Initial fitness, training, recovery, and supercompensation

First put forth by Russian scientist Nikolai N. Yakovlev in 1949–1959, this theory is a basic principle of athletic training. The fitness level of a human body in training can be broken down into four periods: initial fitness, training, recovery, and supercompensation. During the initial fitness period, the target of the training has a base level of fitness. Upon entering the training period, the target's level of fitness decreases. After the training period, the body enters the recovery period, during which the level of fitness increases back to the initial fitness level.

Because the human body is an adaptable organism, it will feel the need to adapt itself to a higher level of fitness in anticipation of the next training session. Accordingly, the increase in fitness following a training session does not stop at the initial fitness level. Instead, the body enters a period of supercompensation during which fitness surpasses the initial fitness level. If there are no further workouts, this fitness level will slowly decline back towards the initial fitness level (shown by the last time sector in the graph).

If the next workout takes place during the recovery period, overtraining may occur. If the next workout takes place during the supercompensation period, the body will advance to a higher level of fitness. If the next workout takes place after the supercompensation period, the body will remain at its base level.

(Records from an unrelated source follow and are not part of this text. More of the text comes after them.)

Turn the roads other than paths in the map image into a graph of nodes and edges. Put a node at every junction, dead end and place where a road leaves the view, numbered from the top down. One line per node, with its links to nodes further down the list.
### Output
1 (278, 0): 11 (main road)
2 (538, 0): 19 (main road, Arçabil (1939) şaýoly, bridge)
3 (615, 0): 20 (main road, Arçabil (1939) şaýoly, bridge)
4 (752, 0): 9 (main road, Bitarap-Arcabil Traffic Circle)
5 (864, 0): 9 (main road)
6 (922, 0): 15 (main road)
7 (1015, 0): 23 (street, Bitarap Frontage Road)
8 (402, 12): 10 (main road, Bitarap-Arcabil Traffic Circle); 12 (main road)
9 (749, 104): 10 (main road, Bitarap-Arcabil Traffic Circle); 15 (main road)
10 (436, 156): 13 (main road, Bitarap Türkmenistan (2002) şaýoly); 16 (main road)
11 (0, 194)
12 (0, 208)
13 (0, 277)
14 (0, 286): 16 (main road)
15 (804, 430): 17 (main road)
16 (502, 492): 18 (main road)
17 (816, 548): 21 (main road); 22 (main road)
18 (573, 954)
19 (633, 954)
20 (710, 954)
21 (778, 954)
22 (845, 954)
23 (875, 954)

Sometimes a few workouts are intentionally made in the recovery period to try to achieve greater supercompensation effects.

== Supercompensation–training programs relation ==
This process is based on various physiological functions and parameters, each of these functions and parameters have distinct recovery times and timeframes to reach supercompensation, and intervals between the peak and return to baseline fitness.

Although this process is postulated as a model for recovery, some of its parameters are not fully understood from a fundamental perspective.

Muscle Proprioception,
Individual Muscle Fatigue,
Intensity,
Metabolism;

These are some of the complex variables that come into the equation when assessing for potential 'supercompensation' measurements.

Other influences are muscle strength and mass. For instance, muscle mass is influenced by the quantity of glycogen in the muscles, among others.

== Uses ==
In classical sport science, the yearly (sometimes multi-yearly) period is divided into micro and macro cycles, where each microcycle is responsible for the development of a specific (sometimes several) basic training function and parameter, whereas macrocycles are responsible for the development of complex parameters/functions (such as muscle strength).